§ **Goal of the exercise**: Determine how many lines below hold the string "roads". Reply with the number alone.

§ **Records for the task**:
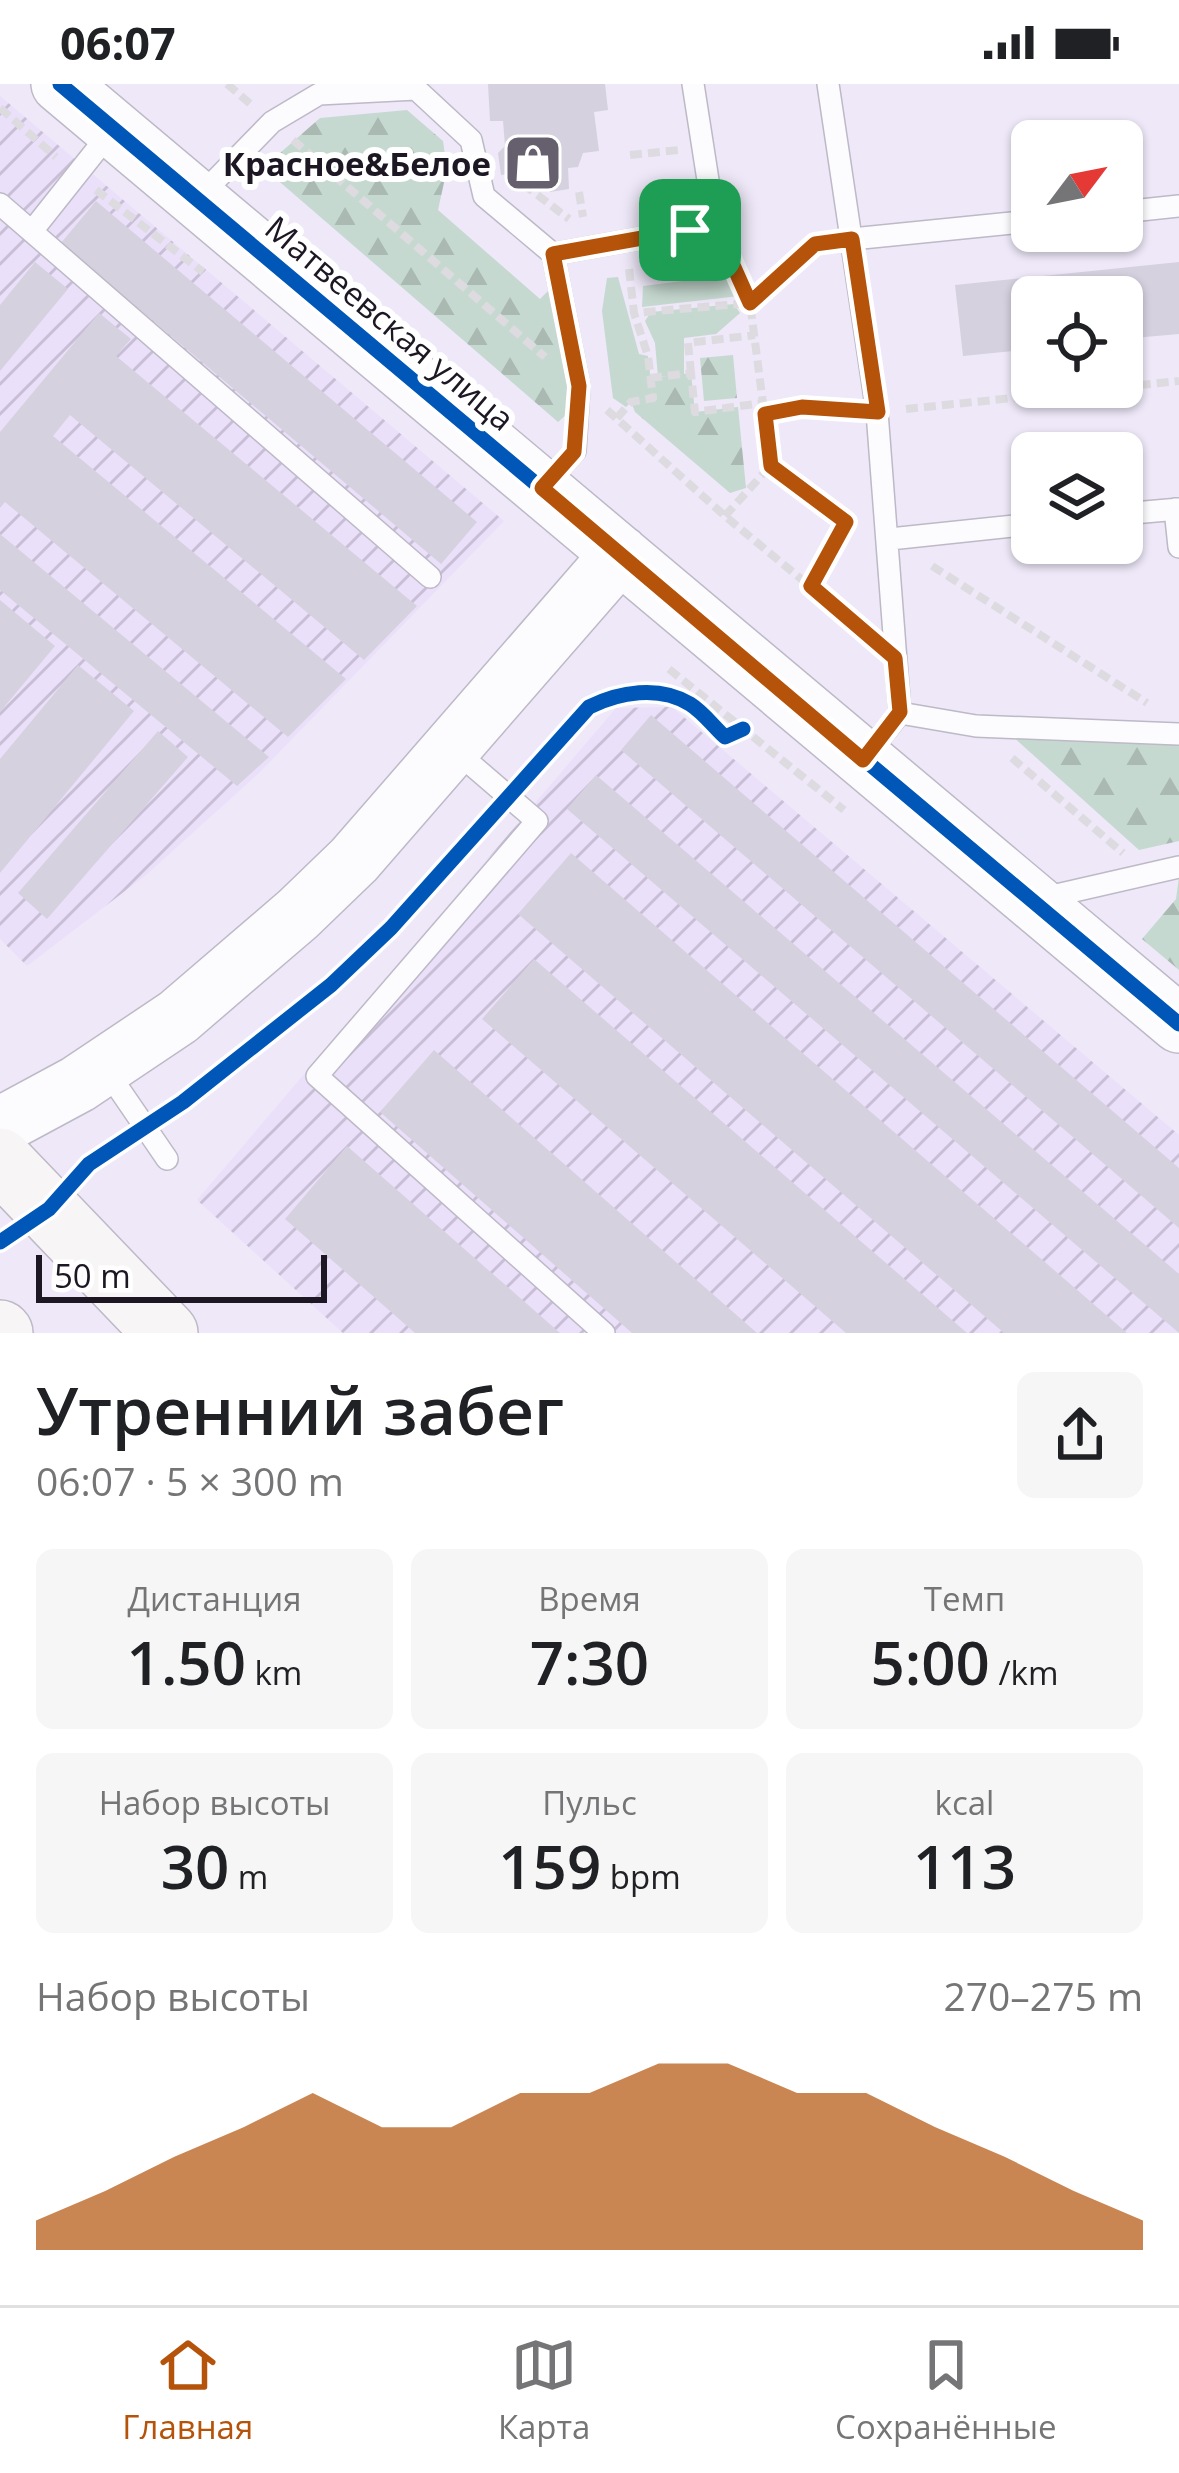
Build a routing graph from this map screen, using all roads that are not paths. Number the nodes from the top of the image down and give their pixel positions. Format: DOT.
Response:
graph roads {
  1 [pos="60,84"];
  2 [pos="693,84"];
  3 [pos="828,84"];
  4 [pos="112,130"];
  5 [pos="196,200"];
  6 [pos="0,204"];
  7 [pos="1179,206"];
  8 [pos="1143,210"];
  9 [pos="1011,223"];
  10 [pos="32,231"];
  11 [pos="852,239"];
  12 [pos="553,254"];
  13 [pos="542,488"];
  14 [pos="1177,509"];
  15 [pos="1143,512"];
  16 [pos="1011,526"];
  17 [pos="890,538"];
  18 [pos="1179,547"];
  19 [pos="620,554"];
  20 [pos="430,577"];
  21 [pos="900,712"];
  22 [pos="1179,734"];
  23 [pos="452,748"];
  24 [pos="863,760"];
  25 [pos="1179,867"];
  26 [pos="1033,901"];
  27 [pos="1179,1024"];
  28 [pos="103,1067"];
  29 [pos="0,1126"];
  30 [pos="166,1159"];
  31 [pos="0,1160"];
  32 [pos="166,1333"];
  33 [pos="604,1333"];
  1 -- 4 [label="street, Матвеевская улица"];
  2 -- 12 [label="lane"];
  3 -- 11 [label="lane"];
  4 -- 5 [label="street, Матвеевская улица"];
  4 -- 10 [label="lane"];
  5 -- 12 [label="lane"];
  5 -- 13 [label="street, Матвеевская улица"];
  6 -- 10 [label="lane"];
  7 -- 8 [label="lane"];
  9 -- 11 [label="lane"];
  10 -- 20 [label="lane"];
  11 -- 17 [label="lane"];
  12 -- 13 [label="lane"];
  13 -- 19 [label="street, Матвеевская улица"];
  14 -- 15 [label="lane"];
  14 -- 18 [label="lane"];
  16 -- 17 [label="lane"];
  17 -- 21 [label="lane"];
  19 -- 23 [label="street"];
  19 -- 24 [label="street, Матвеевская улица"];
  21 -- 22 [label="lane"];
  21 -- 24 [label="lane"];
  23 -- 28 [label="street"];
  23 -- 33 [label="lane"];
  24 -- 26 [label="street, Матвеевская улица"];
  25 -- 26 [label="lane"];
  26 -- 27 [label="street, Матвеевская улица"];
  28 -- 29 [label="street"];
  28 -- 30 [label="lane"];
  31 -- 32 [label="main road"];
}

§ **Response below**: 2